A new company's on the scene with a revolutionary touring binding that switches between pin and clamp systems, offering the best of both worlds for ascending and descending.
Here’s a heads-up to the touring and free touring scene: a German startup has announced an innovative new binding design that’s gathering support now on the crowdfunding website startnext.com.
Longtime freeskier, ski designer, binding tinkerer and self-described “ski addict” Markus “Bambam” Steinke has just launched Bavarian Alpine Manifest, a new binding company with an usual and potentially market-changing product: the PINDING.
The BINDUNG in action. Photo: © BAM / Jakob Schweighofer
As more and more skiers and freeriders turn to alpine touring (AT) to find fresh tracks and tranquillity far from the pistes, demand is increasing for lightweight yet stable AT bindings that can meet the performance demands of hard-charging freeride tourers. Until now, skiers had to choose between so called “pin,” “tech” or “low-tech” bindings, which secure the toe with two small pins; frame bindings, with a plate underfoot that connects alpine-style heel and toepieces; or alternative solutions like normal alpine bindings equipped with Trekkers (also known as “day-wreckers”) and modified systems like the MFD All Time plate.
Each of these systems has upsides and downsides. Pin bindings are lightweight and comfortable for ascents, but not everyone trusts them to withstand the abuse of tricky, technical or freeride-style descents. On the other hand, frame or plate systems are burlier and sturdier—built for the descent—but add weight and bulk, to the dismay of many backcountry tourers.
Steinke, who founded the “Mountain Wave” ski brand in Germany in the 200s, had a new idea to challenge the current AT bindings on the market: “Why not combine the advantages of a pin binding (reduced weight, walking comfort) with the security and downhill performance of an alpine binding?”
That’s exactly what Steinke’s new design, the PINDING (“pin” + “binding”) does. The revolutionary toe piece of the PINDING fastens the boot with a pin system while in ascent mode, but quickly converts into a stable alpine-style clamp binding for the descent, with just one simple lever to control the conversion between pin/ascent and clamp/descent modes.
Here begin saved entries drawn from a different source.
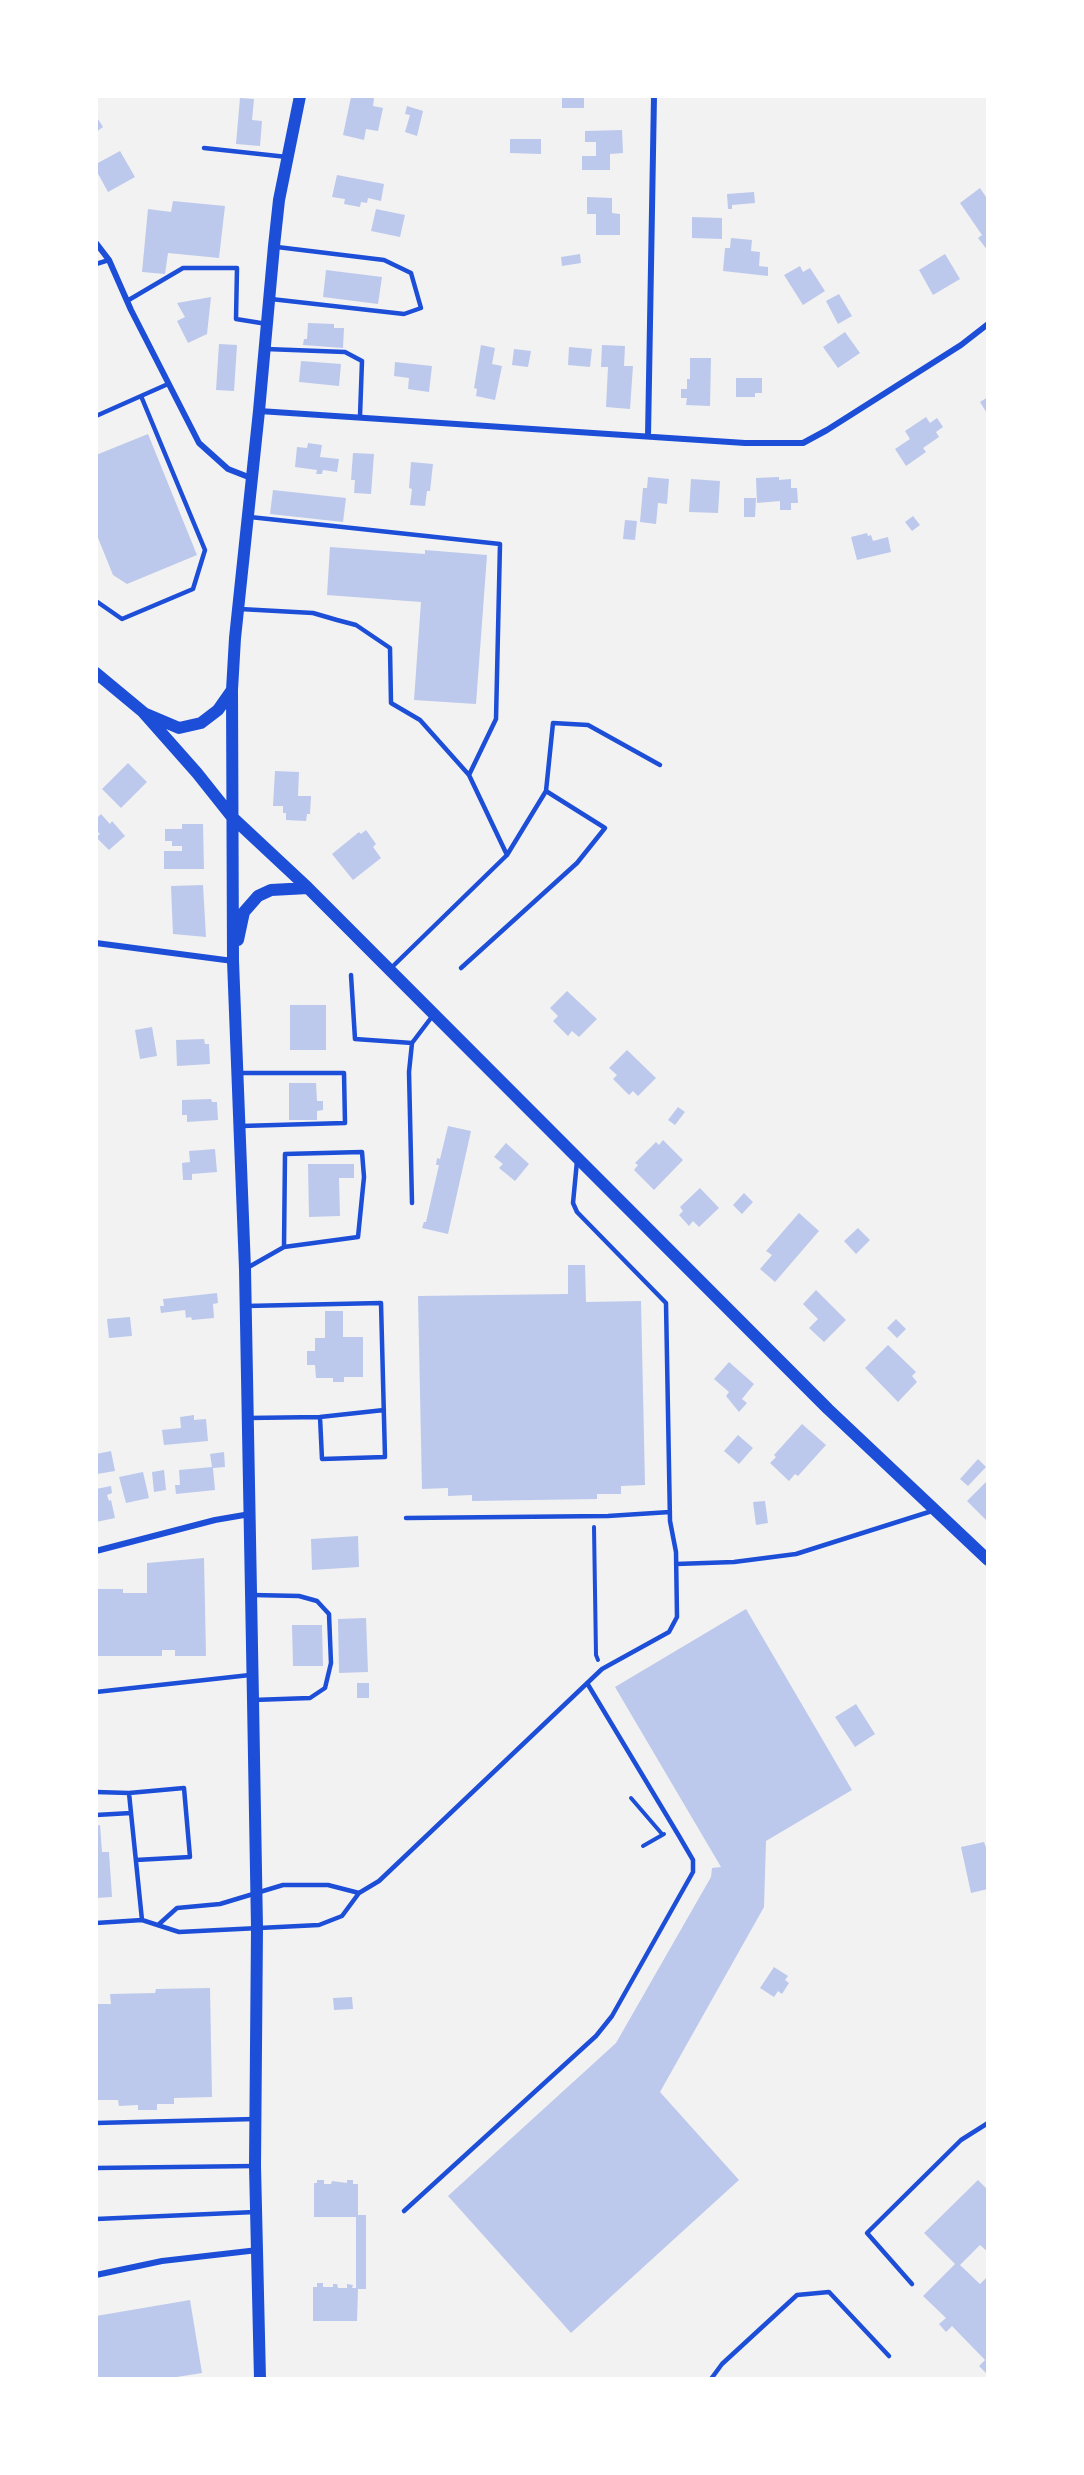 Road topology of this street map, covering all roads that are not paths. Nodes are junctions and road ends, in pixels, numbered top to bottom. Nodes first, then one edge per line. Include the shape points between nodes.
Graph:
1 (300, 96) edge
2 (654, 96) edge
3 (204, 148) dead end
4 (287, 157) junction
5 (96, 243) edge
6 (274, 246) junction
7 (109, 260) junction
8 (96, 264) edge
9 (269, 299) junction
10 (127, 301) junction
11 (267, 324) junction
12 (988, 324) edge
13 (265, 348) junction
14 (168, 384) junction
15 (141, 396) junction
16 (259, 411) junction
17 (96, 416) edge
18 (360, 416) junction
19 (648, 436) junction
20 (252, 478) junction
21 (247, 517) junction
22 (96, 601) edge
23 (238, 609) junction
24 (96, 674) edge
25 (232, 690) junction
26 (143, 712) junction
27 (660, 765) dead end
28 (469, 775) junction
29 (546, 791) junction
30 (232, 817) junction
31 (507, 855) junction
32 (308, 888) junction
33 (96, 943) edge
34 (233, 962) junction
35 (461, 968) dead end
36 (389, 970) junction
37 (351, 975) dead end
38 (434, 1014) junction
39 (412, 1043) junction
40 (237, 1073) junction
41 (239, 1126) junction
42 (577, 1158) junction
43 (412, 1203) dead end
44 (284, 1247) junction
45 (244, 1269) junction
46 (246, 1306) junction
47 (384, 1410) junction
48 (320, 1417) junction
49 (248, 1418) junction
50 (935, 1510) junction
51 (670, 1512) junction
52 (250, 1514) junction
53 (406, 1518) dead end
54 (96, 1551) edge
55 (988, 1560) edge
56 (676, 1564) junction
57 (251, 1594) junction
58 (253, 1675) junction
59 (587, 1683) junction
60 (96, 1692) edge
61 (254, 1700) junction
62 (96, 1792) edge
63 (129, 1793) junction
64 (131, 1812) junction
65 (96, 1815) edge
66 (136, 1860) junction
67 (256, 1891) junction
68 (359, 1893) junction
69 (142, 1920) junction
70 (96, 1923) edge
71 (158, 1925) junction
72 (257, 1928) junction
73 (255, 2119) junction
74 (96, 2123) edge
75 (988, 2123) edge
76 (255, 2166) junction
77 (96, 2168) edge
78 (404, 2211) dead end
79 (256, 2212) junction
80 (96, 2219) edge
81 (258, 2250) junction
82 (96, 2275) edge
83 (912, 2284) dead end
84 (889, 2356) dead end
85 (260, 2379) edge
86 (711, 2379) edge

1 - 4 main road
2 - 19 street
3 - 4 lane
4 - 6 main road
5 - 7 street
6 - 9 main road
6 - 9 lane via 384,260 411,273 421,308 404,314
7 - 8 lane
7 - 10 street
9 - 11 main road
10 - 11 lane via 183,268 237,268 236,319
10 - 14 street
11 - 13 main road
12 - 19 street via 952,351 803,443
13 - 16 main road
13 - 18 lane via 345,352 362,361
14 - 15 lane
14 - 20 street via 199,443 228,470
15 - 17 lane
15 - 22 lane via 205,550 193,589 122,619
16 - 18 street
16 - 20 main road
18 - 19 street
20 - 21 main road
21 - 23 main road
21 - 28 lane via 500,544 496,718
23 - 25 main road
23 - 28 lane via 313,613 356,625 390,648 391,703 420,720
24 - 26 main road
25 - 26 main road via 218,710 201,723 179,728
25 - 30 main road
26 - 30 main road
27 - 29 lane via 588,725 553,723
28 - 31 lane
29 - 31 lane
29 - 35 lane via 605,828 577,863
30 - 32 main road
30 - 34 main road
31 - 36 lane
32 - 34 main road via 271,890 258,896 244,912
32 - 36 main road
33 - 34 street
34 - 40 main road
36 - 38 main road
37 - 39 lane via 355,1039
38 - 39 lane
38 - 42 main road
39 - 43 lane
40 - 41 main road
40 - 41 lane via 344,1073 345,1123
41 - 45 main road
42 - 50 main road
42 - 51 lane via 573,1203 576,1212 666,1303
44 - 44 lane via 358,1237 364,1178 362,1152 285,1154
44 - 45 lane
45 - 46 main road
46 - 47 lane via 381,1303
46 - 49 main road
47 - 48 lane
47 - 48 lane via 385,1457 322,1459
48 - 49 lane
49 - 52 main road
50 - 55 main road
50 - 56 lane via 796,1554
51 - 53 lane
51 - 56 lane
52 - 54 street
52 - 57 main road
56 - 59 lane via 677,1617 669,1632 602,1669
57 - 58 main road
57 - 61 lane via 298,1596 317,1601 329,1614 330,1663 325,1688 310,1698
58 - 60 lane
58 - 61 main road
59 - 68 lane via 379,1881
59 - 78 lane via 693,1860 693,1872 612,2016 593,2039
61 - 67 main road
62 - 63 lane
63 - 64 lane
63 - 66 lane via 184,1788 190,1857
64 - 65 lane
64 - 66 lane
66 - 69 lane
67 - 68 lane via 283,1885 328,1885
67 - 71 lane via 220,1904 177,1908
67 - 72 main road
68 - 72 lane via 342,1916 319,1925
69 - 70 lane
69 - 71 lane
71 - 72 lane via 179,1932
72 - 73 main road
73 - 74 lane
73 - 76 main road
75 - 83 lane via 961,2140 867,2233
76 - 77 lane
76 - 79 main road
79 - 80 lane
79 - 81 main road
81 - 82 street via 162,2260
81 - 85 main road
84 - 86 lane via 829,2292 797,2295 722,2364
The design of the PINDING heel piece is based on the popular pivot design used in the Look Pivot bindings.
As you can see in their crowdfunding teaser, Steinke took the PINDING to New Zealand this summer to test it out, and the results certainly look convincing. Now the ball’s in your court: the company is looking to finance the first production run of the binding through crowdfunding platform startnext.com.
Looks convincing, doesn’t it? Photo: © BAM / Jakob Schweighofer
B.A.M. have come up with several ways to support the project, from €20 postcard packets to your own ski film created together with Steinke and White Room Productions (for €4,500). The first 50 PINDINGs are available at a special price of €320, with an estimated delivery in spring 2016.
We’re glad to welcome this new comer to the expanding AT binding market, and hope Steinke’s idea works as well as promised! If it does, it’ll be as Bambam says: “Nothing is more powerful than an idea whose time has come.”